Para recuperar esta desfiguración histórica, se da un paso adelante con la teología de la complementariedad: diferentes «funciones», pero iguales en dignidad. Cuando hablamos de las mujeres estamos admitiendo una pluralidad de experiencias personales donde el Dios de Jesús se hace presente y reconcilia y restaura sus manifestaciones en sus vidas y experiencias concretas. Por eso, para reflejar la diversidad de los fieles y responder a un mundo cambiante la iglesia no puede ignorar a las mujeres, sus roles, sus carismas y experiencias, hasta en la toma de decisiones. No puede privarse las aportaciones de la mitad de sus miembros.
El seguimiento es para todos: “Iban con Él los Doce y algunas mujeres” (Lc 8, 1-3), y volver a los orígenes es recuperar el frescor del mensaje cristiano con la capacidad que tuvieron las mujeres de la comunidad primitiva, su empuje evangelizador, su dinamismo de adaptación en un mundo adverso y bien contrario. Esto no fue obstáculo para esconderle la alternativa de Jesús a esa sociedad que le era contraria. Eran mujeres de todo tipo y condición y están en el mismo plano y tienen los mismos derechos que los varones en el grupo de Jesús. Son mujeres sanadas o liberadas, como aquellos varones que también fueron sanados, y son llamadas por Él a seguirle. Como en tiempos de Jesús, la participación eclesial de las mujeres hoy es germen de vida nueva en la Iglesia. No se trata simplemente de reconocer la igualdad, si en la práctica hay subordinación e inferioridad. No se trata de poner más arriba o abajo a nadie, sino de poner a Jesús en el centro. Importante es construir comunidades inclusivas de diversas formas; tejer redes de fraternidad/sororeidad capaces de ir más de lo convencional; en el fondo es recrear el Espíritu de Jesús haciendo que el servicio sea modelo de autoridad en la iglesia.

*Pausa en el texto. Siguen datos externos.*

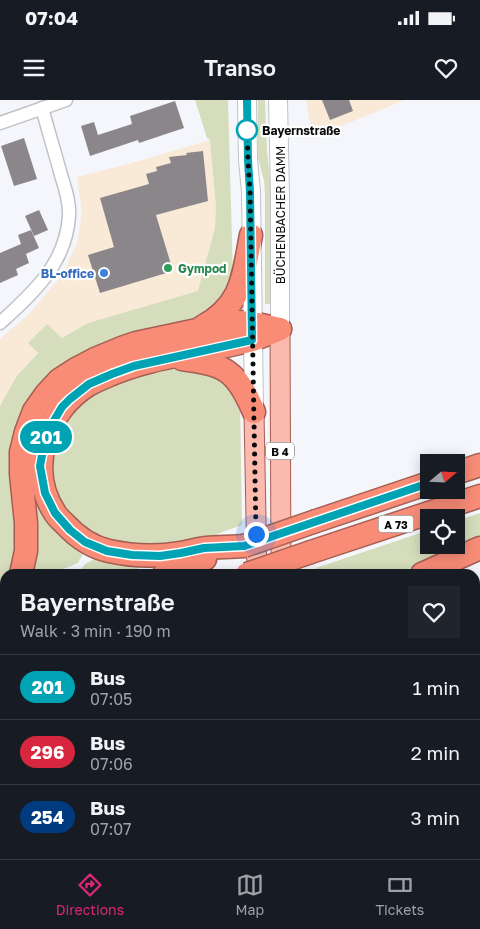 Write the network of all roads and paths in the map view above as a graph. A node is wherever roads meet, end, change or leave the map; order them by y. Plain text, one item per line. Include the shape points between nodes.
1 (66, 100) edge
2 (248, 100) edge
3 (278, 100) edge
4 (42, 108) junction
5 (0, 123) edge
6 (251, 235) junction
7 (0, 323) edge
8 (280, 329) junction
9 (197, 330) junction
10 (252, 331) junction
11 (172, 357) junction
12 (254, 412) junction
13 (480, 465) edge
14 (465, 470) edge
15 (420, 486) edge
16 (480, 496) edge
17 (244, 546) junction
18 (480, 548) edge
19 (22, 569) edge
20 (178, 569) edge
21 (257, 569) edge
22 (262, 569) edge
23 (281, 569) edge
24 (433, 569) edge

1 - 4 street
2 - 6 main road
3 - 8 main road, BÜCHENBACHER DAMM
4 - 5 street
4 - 7 street via 70,216 62,251 54,267
6 - 9 highway via 241,284 235,296 220,315
6 - 10 main road
8 - 10 highway
8 - 23 main road, B 4
9 - 10 highway via 238,322
9 - 19 highway via 124,347 94,359 58,380 46,394 34,411 21,452 26,523
10 - 11 highway
10 - 12 main road
11 - 12 highway via 212,364 226,370 241,384
11 - 17 highway via 112,374 89,384 70,399 55,418 45,440 40,466 45,493 55,513 70,530 85,542 107,551 160,556 204,548
12 - 21 main road, B 4
13 - 14 highway
15 - 17 highway, A 73, bridge
16 - 22 highway, A 73, bridge
17 - 20 highway, A 73
18 - 24 highway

Nuestro Padre Domingo desde los orígenes se rodeó de mujeres atraídas por su amabilidad y alegría y consideró que todos/as necesitan conversación, tienen su confianza y capacidad de ser enviadas a predicar. De hecho, en el origen de la Orden, la presencia de las mujeres cátaras, aceptando su estilo de vida es un hecho. Es a partir de este núcleo, donde comienza la expansión que el “Predicador de la Gracia” soñó y se sigue realizando en hombres y mujeres conversando, monasterios, conventos, familiasy laicas, viviendo su carisma apostólico. Toda una cadena de hombres y mujeres, reconocidos como santos, mártires y simplemente no reconocidos son la muestra de la realidad de las mujeres en la Orden. Tantas monjas, hermanas de vida activa, repartidas en ramas dominicas adornan y ensalzan a las mujeres con su consagración y misión hoy en la iglesia. Fr. Pedro Juan Alonso, director de la revista.